Task material section start

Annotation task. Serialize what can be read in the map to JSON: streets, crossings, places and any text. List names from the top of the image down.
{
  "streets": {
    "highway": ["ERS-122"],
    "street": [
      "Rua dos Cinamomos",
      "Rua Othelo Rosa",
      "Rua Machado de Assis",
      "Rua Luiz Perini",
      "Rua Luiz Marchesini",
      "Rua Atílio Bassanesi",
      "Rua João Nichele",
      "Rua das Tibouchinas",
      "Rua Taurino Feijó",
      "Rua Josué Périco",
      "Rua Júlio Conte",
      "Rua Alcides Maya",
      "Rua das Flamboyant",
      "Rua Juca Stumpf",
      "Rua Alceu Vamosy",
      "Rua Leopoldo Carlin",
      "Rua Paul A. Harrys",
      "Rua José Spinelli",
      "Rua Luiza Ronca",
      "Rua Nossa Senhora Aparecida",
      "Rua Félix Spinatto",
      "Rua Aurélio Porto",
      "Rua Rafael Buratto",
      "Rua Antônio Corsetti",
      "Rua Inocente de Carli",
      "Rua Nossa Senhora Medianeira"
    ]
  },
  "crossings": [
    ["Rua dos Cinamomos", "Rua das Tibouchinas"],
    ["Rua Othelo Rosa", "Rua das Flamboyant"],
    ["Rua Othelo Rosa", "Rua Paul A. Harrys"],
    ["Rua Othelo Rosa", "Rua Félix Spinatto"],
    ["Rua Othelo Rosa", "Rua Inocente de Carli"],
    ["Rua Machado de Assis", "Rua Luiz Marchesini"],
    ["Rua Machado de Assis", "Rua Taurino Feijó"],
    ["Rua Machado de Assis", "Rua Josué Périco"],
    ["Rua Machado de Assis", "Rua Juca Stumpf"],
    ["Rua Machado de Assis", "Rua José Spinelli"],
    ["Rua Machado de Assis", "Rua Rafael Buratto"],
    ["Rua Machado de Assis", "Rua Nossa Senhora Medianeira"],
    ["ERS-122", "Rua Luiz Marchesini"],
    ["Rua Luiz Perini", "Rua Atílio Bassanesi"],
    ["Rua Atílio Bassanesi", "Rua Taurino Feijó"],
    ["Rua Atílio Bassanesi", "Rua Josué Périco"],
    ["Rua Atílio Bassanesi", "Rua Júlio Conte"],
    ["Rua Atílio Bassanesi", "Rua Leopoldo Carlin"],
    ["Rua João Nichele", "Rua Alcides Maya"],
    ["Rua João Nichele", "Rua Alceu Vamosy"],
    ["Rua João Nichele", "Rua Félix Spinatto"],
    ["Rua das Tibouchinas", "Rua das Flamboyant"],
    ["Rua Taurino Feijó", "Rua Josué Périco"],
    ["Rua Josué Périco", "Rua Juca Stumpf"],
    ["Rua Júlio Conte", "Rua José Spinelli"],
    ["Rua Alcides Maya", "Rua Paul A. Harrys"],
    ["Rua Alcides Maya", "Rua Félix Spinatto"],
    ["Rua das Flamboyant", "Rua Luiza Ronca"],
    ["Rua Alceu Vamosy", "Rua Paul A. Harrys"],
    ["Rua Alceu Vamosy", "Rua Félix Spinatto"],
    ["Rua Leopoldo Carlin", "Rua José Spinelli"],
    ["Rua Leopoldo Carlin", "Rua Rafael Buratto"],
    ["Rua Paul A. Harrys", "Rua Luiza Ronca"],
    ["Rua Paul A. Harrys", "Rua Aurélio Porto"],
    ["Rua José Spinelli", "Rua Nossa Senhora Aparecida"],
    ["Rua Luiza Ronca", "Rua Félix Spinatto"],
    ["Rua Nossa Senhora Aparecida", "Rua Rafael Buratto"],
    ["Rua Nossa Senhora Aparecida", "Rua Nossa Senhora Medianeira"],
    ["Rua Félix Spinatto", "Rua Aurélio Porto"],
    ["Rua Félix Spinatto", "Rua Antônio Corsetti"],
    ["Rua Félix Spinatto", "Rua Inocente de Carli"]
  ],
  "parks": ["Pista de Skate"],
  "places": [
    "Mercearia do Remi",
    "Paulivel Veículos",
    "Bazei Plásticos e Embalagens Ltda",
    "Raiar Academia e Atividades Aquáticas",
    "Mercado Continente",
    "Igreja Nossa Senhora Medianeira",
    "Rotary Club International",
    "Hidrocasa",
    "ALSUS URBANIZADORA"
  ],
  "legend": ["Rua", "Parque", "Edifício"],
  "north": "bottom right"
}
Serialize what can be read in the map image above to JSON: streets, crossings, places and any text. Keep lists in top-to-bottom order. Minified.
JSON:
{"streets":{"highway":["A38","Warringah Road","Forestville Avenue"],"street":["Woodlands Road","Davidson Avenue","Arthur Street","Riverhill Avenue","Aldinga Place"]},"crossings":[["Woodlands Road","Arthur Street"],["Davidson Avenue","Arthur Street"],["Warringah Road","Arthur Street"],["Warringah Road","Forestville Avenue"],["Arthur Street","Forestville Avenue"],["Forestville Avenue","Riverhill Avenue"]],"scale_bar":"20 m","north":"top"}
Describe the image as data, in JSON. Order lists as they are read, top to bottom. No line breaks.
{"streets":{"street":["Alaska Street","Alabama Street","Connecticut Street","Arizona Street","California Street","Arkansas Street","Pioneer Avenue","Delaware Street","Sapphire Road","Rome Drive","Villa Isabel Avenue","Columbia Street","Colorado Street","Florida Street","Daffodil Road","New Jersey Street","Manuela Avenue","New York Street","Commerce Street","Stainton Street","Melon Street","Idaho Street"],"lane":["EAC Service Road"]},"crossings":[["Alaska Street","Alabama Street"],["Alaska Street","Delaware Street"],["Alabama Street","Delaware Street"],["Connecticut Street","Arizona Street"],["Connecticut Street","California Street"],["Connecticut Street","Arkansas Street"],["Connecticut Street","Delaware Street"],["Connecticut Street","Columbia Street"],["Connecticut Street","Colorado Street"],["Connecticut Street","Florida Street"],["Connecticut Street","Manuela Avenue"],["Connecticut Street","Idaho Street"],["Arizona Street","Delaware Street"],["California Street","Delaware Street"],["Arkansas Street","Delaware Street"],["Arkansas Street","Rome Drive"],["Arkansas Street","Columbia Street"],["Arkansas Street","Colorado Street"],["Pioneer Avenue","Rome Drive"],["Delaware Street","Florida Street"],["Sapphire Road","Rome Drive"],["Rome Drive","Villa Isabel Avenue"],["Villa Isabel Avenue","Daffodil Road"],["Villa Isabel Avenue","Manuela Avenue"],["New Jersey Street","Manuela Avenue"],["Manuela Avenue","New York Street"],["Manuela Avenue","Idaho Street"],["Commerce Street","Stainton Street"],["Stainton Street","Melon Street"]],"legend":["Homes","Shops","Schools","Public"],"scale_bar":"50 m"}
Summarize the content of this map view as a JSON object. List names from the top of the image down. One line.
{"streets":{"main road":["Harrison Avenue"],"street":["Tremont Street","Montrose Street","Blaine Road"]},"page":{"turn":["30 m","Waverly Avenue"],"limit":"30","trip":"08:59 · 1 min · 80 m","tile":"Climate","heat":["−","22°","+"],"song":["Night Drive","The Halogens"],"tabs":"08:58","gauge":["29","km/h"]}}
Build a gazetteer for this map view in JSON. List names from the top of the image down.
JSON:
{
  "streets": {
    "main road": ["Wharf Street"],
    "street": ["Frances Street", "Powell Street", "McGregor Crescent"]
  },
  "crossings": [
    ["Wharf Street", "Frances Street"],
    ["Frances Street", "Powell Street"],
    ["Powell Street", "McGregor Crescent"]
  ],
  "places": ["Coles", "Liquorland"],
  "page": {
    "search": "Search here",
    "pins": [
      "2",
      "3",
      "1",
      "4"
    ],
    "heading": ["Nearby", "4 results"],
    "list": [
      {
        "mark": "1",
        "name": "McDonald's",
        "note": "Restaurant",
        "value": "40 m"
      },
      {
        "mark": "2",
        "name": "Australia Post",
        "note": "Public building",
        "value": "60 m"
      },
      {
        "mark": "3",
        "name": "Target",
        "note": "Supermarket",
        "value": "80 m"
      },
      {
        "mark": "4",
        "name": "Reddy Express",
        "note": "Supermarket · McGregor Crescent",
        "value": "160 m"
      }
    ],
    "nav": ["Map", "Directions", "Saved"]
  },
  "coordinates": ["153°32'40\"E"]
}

Task material section end

=== Problem to solve ===
Using the entries, return every line where the word "Alceu" can be found.

=== Solution to this exercise ===
      "Rua Alceu Vamosy",
    ["Rua João Nichele", "Rua Alceu Vamosy"],
    ["Rua Alceu Vamosy", "Rua Paul A. Harrys"],
    ["Rua Alceu Vamosy", "Rua Félix Spinatto"],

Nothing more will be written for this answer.